▶ [What this task involves]: Your task is to quote the listing below exactly, beginning with its first line and ending on the line bearing "Road topology of".

·····

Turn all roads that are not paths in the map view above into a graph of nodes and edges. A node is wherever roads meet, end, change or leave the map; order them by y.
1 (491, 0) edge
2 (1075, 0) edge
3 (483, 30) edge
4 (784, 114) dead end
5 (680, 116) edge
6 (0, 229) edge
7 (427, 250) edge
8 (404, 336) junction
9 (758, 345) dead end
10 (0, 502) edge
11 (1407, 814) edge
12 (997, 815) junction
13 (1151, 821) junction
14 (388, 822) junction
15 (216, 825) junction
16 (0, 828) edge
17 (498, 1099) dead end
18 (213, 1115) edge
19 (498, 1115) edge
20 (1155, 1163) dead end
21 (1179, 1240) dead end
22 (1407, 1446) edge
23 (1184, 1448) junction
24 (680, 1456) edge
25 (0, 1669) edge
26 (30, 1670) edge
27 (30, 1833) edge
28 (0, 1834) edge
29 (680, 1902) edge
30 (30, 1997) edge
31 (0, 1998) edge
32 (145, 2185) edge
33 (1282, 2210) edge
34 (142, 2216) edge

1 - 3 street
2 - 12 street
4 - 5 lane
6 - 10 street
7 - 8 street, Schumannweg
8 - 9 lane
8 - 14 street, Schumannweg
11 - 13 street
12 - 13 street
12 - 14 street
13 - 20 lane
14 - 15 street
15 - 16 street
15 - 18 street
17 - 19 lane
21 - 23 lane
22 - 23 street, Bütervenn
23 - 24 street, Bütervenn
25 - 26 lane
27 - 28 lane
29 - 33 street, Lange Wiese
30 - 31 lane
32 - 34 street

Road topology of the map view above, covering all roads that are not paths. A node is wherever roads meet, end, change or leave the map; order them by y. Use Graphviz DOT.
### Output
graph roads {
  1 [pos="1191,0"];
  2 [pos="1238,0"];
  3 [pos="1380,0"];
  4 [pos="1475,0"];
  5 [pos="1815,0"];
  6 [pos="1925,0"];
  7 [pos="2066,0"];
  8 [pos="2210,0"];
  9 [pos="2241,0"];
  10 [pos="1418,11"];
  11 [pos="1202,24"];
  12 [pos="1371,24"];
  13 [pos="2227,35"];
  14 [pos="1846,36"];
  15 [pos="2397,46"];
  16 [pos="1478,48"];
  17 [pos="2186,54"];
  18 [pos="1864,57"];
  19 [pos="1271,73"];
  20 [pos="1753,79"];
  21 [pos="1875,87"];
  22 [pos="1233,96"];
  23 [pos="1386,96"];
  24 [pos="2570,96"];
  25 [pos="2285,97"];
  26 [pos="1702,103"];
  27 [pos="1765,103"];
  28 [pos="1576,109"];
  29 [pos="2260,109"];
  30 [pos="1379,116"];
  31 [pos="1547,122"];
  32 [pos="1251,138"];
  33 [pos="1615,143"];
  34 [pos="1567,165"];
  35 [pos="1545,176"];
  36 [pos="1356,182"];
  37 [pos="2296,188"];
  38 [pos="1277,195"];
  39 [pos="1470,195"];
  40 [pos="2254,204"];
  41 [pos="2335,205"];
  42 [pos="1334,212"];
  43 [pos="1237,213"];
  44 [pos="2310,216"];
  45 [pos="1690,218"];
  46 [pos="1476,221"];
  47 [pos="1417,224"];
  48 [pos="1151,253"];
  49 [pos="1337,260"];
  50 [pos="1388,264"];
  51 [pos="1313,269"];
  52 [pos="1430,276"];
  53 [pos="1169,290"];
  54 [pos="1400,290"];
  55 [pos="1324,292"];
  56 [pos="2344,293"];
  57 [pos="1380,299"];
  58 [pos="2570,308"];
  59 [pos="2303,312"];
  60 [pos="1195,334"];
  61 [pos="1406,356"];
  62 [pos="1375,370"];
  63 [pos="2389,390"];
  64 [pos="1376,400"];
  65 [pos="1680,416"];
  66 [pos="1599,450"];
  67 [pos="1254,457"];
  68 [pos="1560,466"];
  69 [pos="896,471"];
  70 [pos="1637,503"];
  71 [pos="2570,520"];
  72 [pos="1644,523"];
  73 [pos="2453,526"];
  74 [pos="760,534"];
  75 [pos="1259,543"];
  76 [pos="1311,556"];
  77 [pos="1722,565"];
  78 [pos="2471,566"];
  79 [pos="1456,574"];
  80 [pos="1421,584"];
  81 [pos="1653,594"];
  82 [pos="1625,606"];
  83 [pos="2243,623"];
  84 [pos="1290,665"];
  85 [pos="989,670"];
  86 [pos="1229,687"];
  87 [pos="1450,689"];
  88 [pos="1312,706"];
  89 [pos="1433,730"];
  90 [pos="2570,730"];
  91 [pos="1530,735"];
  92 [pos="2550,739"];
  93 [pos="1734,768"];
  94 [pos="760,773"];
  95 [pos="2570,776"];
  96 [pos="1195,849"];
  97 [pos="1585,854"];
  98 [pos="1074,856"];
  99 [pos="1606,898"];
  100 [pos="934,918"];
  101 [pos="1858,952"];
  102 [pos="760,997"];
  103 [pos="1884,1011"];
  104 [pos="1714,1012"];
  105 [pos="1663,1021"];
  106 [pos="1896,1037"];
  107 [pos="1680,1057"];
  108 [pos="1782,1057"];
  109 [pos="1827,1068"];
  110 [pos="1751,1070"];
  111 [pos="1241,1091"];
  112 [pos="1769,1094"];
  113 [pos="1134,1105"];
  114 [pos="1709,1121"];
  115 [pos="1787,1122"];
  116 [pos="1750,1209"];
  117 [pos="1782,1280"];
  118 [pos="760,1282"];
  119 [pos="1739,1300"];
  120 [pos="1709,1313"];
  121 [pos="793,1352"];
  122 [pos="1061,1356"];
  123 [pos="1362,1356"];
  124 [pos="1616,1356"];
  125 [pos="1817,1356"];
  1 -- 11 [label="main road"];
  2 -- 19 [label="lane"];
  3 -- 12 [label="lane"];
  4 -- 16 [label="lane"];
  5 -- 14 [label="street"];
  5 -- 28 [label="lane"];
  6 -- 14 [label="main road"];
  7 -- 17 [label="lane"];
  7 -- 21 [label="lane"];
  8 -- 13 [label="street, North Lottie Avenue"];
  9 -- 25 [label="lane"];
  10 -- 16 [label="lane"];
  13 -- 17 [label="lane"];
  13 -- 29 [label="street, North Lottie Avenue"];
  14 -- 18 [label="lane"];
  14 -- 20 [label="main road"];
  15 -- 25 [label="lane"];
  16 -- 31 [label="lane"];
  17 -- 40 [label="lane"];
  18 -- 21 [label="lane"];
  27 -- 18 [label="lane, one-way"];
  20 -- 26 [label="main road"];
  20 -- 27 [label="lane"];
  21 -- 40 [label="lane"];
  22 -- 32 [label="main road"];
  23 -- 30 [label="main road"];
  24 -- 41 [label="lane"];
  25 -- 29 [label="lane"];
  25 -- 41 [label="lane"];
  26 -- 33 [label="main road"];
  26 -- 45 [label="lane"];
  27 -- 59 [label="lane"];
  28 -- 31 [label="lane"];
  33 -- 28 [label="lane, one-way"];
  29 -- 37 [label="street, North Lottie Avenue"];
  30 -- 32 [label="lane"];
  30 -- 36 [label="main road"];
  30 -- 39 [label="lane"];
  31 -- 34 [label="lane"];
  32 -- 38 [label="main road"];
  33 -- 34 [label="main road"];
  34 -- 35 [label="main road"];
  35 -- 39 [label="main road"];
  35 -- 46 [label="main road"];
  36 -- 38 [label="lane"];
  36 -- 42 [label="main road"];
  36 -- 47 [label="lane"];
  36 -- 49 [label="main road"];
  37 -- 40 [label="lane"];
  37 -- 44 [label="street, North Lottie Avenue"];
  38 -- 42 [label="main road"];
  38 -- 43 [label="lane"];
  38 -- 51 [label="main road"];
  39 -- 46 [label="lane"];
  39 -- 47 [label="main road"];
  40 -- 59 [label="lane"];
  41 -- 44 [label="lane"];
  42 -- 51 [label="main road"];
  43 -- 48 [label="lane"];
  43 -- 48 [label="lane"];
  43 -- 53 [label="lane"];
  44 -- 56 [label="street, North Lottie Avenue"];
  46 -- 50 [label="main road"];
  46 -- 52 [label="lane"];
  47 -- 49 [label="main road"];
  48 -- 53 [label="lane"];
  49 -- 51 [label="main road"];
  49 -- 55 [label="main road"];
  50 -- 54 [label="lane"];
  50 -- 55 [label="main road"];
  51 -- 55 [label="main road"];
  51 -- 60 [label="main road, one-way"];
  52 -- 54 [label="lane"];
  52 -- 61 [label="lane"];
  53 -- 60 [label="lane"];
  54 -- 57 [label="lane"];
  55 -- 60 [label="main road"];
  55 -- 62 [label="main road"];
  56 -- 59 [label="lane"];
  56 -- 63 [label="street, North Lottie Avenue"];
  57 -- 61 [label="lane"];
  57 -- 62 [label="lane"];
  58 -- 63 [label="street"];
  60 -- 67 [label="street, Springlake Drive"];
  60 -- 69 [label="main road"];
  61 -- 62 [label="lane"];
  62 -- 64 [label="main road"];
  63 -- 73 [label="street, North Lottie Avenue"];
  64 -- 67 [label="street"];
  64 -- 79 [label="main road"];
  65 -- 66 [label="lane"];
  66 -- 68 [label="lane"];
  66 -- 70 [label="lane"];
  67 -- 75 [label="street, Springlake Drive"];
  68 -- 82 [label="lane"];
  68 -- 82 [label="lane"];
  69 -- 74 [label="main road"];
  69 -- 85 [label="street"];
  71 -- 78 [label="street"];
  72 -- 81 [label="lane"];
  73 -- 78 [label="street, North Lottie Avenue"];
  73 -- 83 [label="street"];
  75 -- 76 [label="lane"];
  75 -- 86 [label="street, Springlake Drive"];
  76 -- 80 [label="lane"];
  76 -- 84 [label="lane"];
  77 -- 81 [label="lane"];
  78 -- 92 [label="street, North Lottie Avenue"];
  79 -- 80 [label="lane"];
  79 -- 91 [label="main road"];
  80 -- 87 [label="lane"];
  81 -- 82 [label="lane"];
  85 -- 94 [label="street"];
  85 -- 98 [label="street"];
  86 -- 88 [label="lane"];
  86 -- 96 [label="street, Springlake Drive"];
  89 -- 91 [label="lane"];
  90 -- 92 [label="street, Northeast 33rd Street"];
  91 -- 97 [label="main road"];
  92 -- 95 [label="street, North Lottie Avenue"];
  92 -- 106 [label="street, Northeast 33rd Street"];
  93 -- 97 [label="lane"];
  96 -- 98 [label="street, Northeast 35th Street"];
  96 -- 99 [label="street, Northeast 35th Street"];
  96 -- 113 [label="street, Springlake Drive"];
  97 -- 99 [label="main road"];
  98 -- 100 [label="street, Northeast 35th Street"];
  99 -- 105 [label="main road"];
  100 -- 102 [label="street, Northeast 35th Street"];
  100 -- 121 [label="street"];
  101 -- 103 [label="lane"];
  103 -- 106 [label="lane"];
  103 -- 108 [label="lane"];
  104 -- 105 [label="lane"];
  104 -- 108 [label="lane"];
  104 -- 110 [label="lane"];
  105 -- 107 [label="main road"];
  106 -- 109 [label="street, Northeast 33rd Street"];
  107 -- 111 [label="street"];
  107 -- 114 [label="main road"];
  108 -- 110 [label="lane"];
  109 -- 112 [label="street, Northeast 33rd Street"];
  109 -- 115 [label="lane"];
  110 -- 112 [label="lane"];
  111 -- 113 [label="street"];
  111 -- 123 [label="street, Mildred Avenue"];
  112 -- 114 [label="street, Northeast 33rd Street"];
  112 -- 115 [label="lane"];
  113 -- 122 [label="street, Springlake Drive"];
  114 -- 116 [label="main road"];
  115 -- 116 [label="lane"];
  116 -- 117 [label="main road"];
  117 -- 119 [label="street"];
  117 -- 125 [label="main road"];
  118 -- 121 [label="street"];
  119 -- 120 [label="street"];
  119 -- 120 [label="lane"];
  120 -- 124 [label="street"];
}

·····

▶ [Answer to this problem]:
Turn all roads that are not paths in the map view above into a graph of nodes and edges. A node is wherever roads meet, end, change or leave the map; order them by y.
1 (491, 0) edge
2 (1075, 0) edge
3 (483, 30) edge
4 (784, 114) dead end
5 (680, 116) edge
6 (0, 229) edge
7 (427, 250) edge
8 (404, 336) junction
9 (758, 345) dead end
10 (0, 502) edge
11 (1407, 814) edge
12 (997, 815) junction
13 (1151, 821) junction
14 (388, 822) junction
15 (216, 825) junction
16 (0, 828) edge
17 (498, 1099) dead end
18 (213, 1115) edge
19 (498, 1115) edge
20 (1155, 1163) dead end
21 (1179, 1240) dead end
22 (1407, 1446) edge
23 (1184, 1448) junction
24 (680, 1456) edge
25 (0, 1669) edge
26 (30, 1670) edge
27 (30, 1833) edge
28 (0, 1834) edge
29 (680, 1902) edge
30 (30, 1997) edge
31 (0, 1998) edge
32 (145, 2185) edge
33 (1282, 2210) edge
34 (142, 2216) edge

1 - 3 street
2 - 12 street
4 - 5 lane
6 - 10 street
7 - 8 street, Schumannweg
8 - 9 lane
8 - 14 street, Schumannweg
11 - 13 street
12 - 13 street
12 - 14 street
13 - 20 lane
14 - 15 street
15 - 16 street
15 - 18 street
17 - 19 lane
21 - 23 lane
22 - 23 street, Bütervenn
23 - 24 street, Bütervenn
25 - 26 lane
27 - 28 lane
29 - 33 street, Lange Wiese
30 - 31 lane
32 - 34 street

Road topology of the map view above, covering all roads that are not paths. A node is wherever roads meet, end, change or leave the map; order them by y. Use Graphviz DOT.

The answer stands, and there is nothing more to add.